Segment Start: Information provided

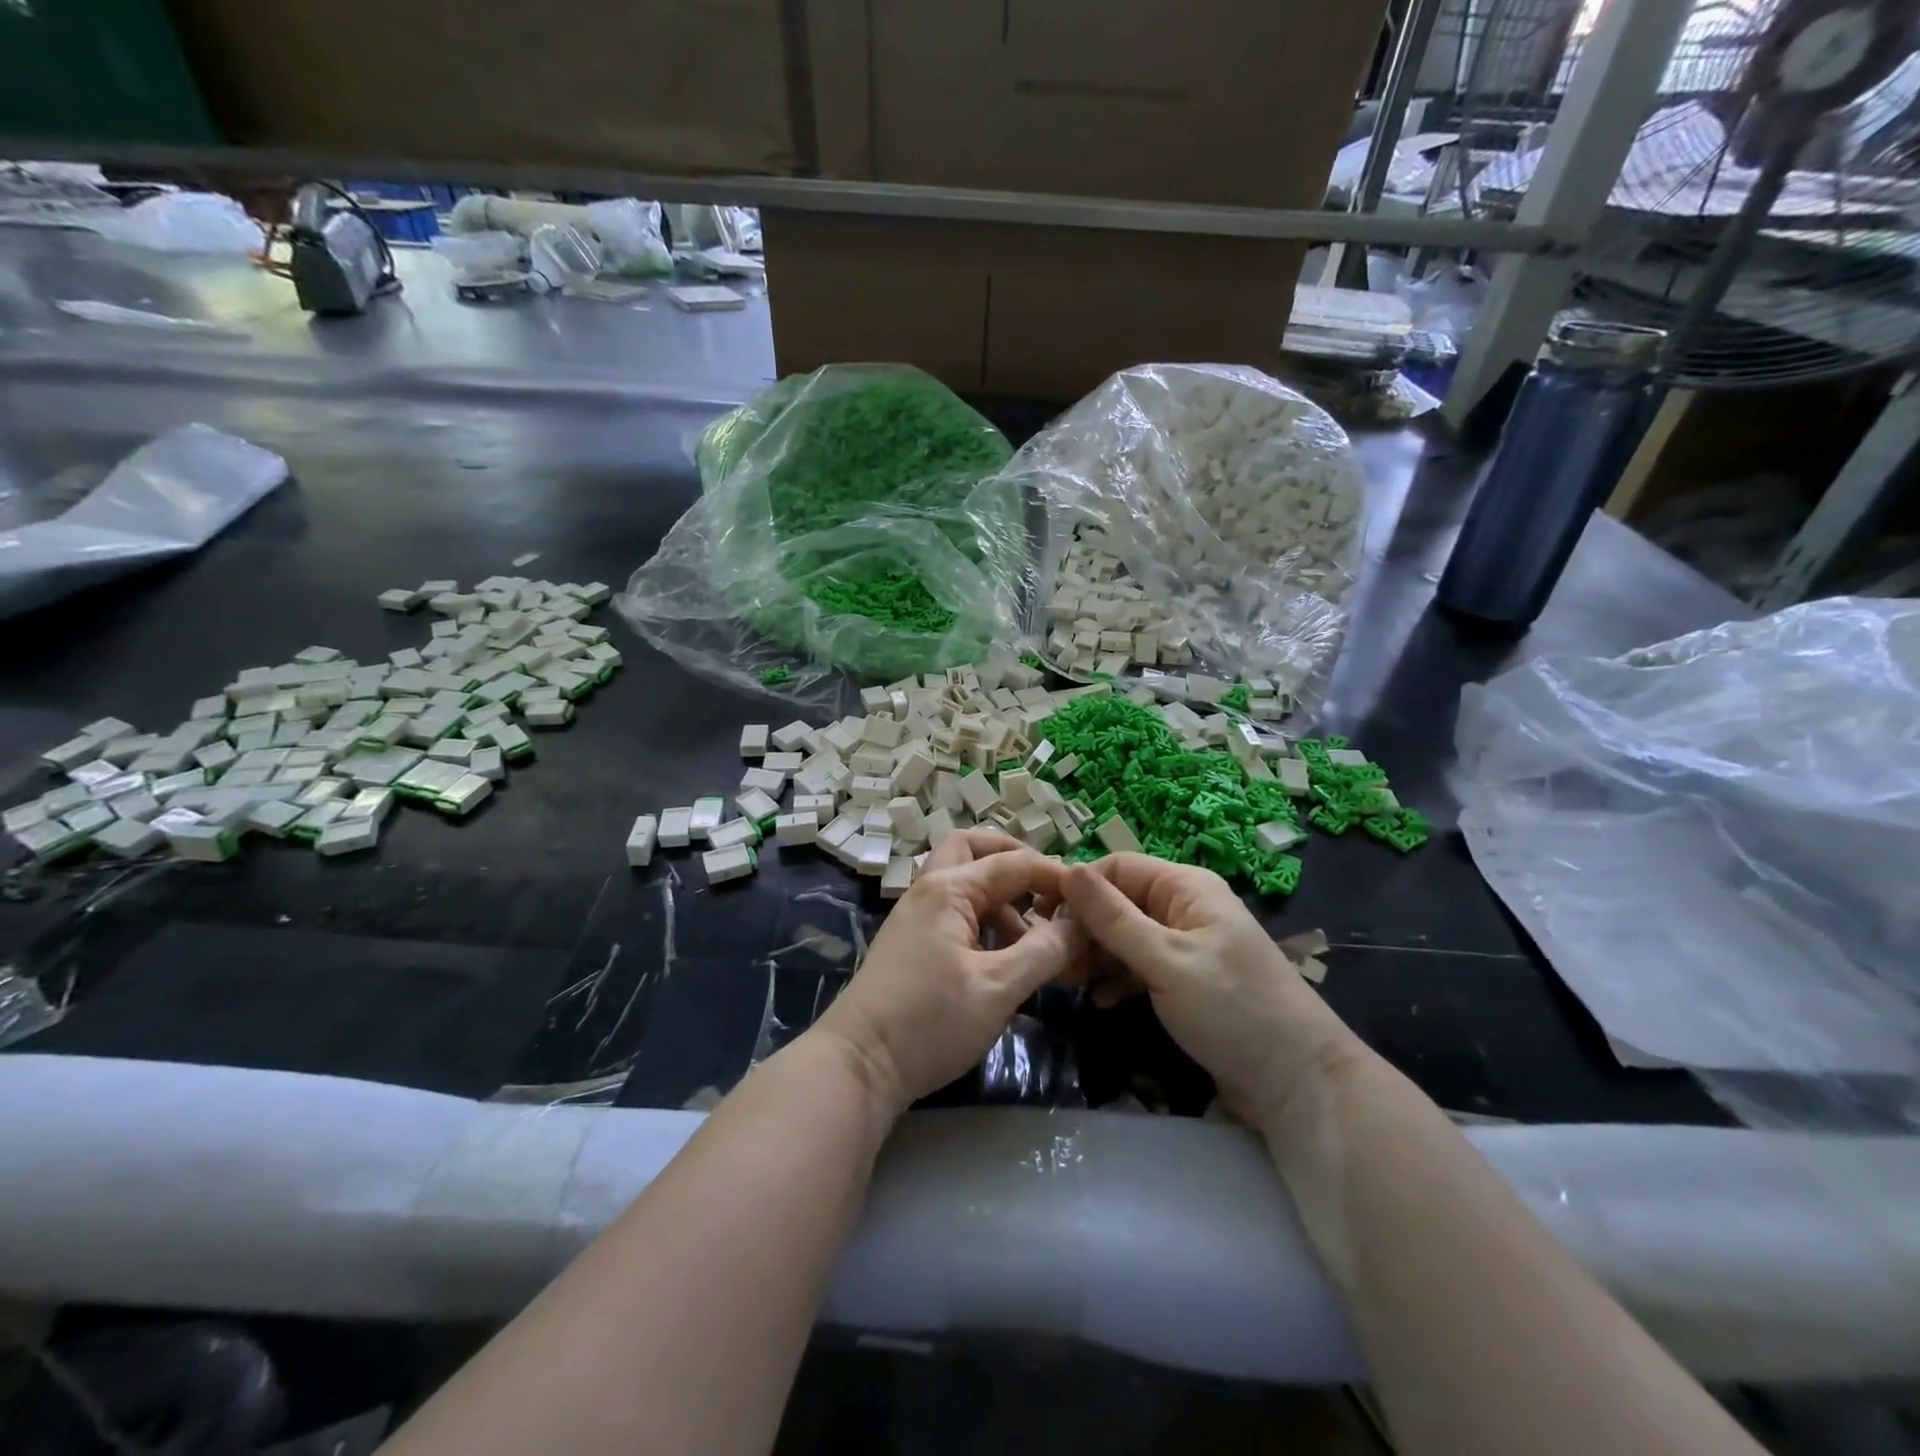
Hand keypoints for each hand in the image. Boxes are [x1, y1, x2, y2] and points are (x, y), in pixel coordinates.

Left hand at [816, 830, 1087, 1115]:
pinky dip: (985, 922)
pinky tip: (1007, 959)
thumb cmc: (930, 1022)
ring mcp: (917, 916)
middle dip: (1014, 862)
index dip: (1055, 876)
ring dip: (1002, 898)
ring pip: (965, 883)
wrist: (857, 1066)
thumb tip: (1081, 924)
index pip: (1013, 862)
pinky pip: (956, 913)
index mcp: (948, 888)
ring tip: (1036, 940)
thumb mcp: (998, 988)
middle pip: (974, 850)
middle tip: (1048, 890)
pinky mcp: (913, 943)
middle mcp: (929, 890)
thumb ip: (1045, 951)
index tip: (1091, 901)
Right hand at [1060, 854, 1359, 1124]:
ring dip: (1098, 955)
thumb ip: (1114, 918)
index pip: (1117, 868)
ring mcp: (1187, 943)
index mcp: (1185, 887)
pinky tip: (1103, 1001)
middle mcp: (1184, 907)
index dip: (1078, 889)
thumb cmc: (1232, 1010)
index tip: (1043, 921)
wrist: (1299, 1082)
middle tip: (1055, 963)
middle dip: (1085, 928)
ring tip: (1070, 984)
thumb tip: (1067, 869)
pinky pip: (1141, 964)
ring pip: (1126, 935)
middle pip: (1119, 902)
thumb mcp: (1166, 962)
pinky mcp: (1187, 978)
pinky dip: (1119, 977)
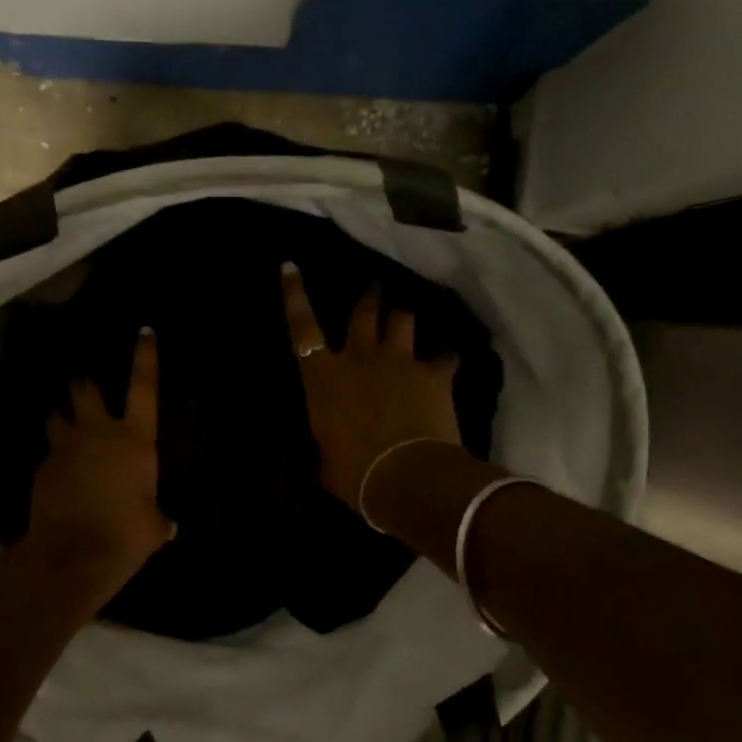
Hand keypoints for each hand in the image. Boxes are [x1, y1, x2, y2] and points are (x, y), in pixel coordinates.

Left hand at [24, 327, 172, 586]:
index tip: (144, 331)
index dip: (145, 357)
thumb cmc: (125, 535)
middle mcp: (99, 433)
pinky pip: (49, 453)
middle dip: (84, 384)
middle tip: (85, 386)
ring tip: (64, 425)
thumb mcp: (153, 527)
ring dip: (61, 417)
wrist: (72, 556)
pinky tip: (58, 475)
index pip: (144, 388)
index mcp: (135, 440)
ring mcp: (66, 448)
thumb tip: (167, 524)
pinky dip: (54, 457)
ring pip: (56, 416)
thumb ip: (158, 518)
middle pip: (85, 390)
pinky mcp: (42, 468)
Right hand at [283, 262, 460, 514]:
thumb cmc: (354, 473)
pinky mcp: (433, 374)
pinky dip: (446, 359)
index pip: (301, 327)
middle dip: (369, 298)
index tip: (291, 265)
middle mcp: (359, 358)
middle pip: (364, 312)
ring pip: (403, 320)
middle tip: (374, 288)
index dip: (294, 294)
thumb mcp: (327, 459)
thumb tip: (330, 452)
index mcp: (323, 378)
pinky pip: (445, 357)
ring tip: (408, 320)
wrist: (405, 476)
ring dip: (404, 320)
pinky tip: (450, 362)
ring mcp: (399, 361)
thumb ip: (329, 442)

Segment End: Information provided

:: What is needed ::
When copying the data above, repeat every word exactly and drop the pictures.

:: Result for this exercise ::
Hand keypoints for each hand in the image. Boxes are [x1, y1, x2, y2] and points are (x, y), in pixel coordinates.

Left hand at [816, 830, 1087, 1115]:
pinky dip: (985, 922)
pinky tip: (1007, 959)
thumb cmc: (930, 1022)
ring mcp: (917, 916)
middle dip: (1014, 862)
index dip: (1055, 876)
ring dip: (1002, 898)
ring pip: (965, 883)
wrist: (857, 1066)
thumb tip: (1081, 924)
index pip: (1013, 862)
pinky pip: (956, 913)
index mcp: (948, 888)
ring tip: (1036, 940)
thumb mcp: (998, 988)
middle pip: (974, 850)
middle tip: (1048, 890)
pinky mcp: (913, 943)
middle mcp: (929, 890)
thumb ip: (1045, 951)
index tip: (1091, 901)
Right hand at [1060, 854, 1359, 1124]:
ring dip: (1098, 955)
thumb ip: (1114, 918)
index pip: (1117, 868)
ring mcp: (1187, 943)
index mcp: (1185, 887)
pinky tip: (1103, 1001)
middle mcp: (1184, 907)
index dip: (1078, 889)
thumb cmc: (1232, 1010)
index tip: (1043, 921)
wrist: (1299, 1082)
middle tip: (1055, 963)
middle dip: (1085, 928)
ring tip: (1070, 984)
thumb tip: (1067, 869)
pinky pip: (1141, 964)
ring pip: (1126, 935)
middle pip: (1119, 902)
thumb mcp: (1166, 962)
pinky mcp: (1187, 978)
pinky dip: (1119, 977)
Hand keypoints for each hand in the image. Boxes are [x1, y1, x2, y2] and points are (x, y), in pixel coordinates.

Left hand at [24, 327, 172, 586]:
index tip: (144, 331)
index dip: (145, 357)
thumb cmc: (125, 535)
middle mcp: (99, 433)
pinky pip: (49, 453)
middle dip: (84, 384)
middle tip: (85, 386)
ring tip: (64, 425)
thumb mcp: (153, 527)
ring dip: (61, 417)
wrist: (72, 556)
pinky tip: (58, 475)
index pip: (144, 388)
index mcp: (135, 440)
ring mcp: (66, 448)
thumb tip: (167, 524)
pinky dip: (54, 457)
ring pip: (56, 416)
thumb ip: (158, 518)
middle pip: (85, 390)
pinky mcp: (42, 468)
Right hand at [283, 262, 460, 514]:
thumb cmc: (354, 473)
pinky mcp: (433, 374)
pinky dip: (446, 359)
index pip: (301, 327)
middle dip: (369, 298)
index tip: (291, 265)
middle mcp: (359, 358)
middle pip: (364, 312)
ring pip: (403, 320)
middle tip: (374, 288)
index dip: (294, 294)
thumb mcp: (327, 459)
thumb tip: (330, 452)
index mcp: (323, 378)
pinky pip: (445, 357)
ring tip: (408, 320)
wrist: (405, 476)
ring dip: (404, 320)
pinky tip: (450, 362)
ring mcp: (399, 361)
thumb ip: (329, 442)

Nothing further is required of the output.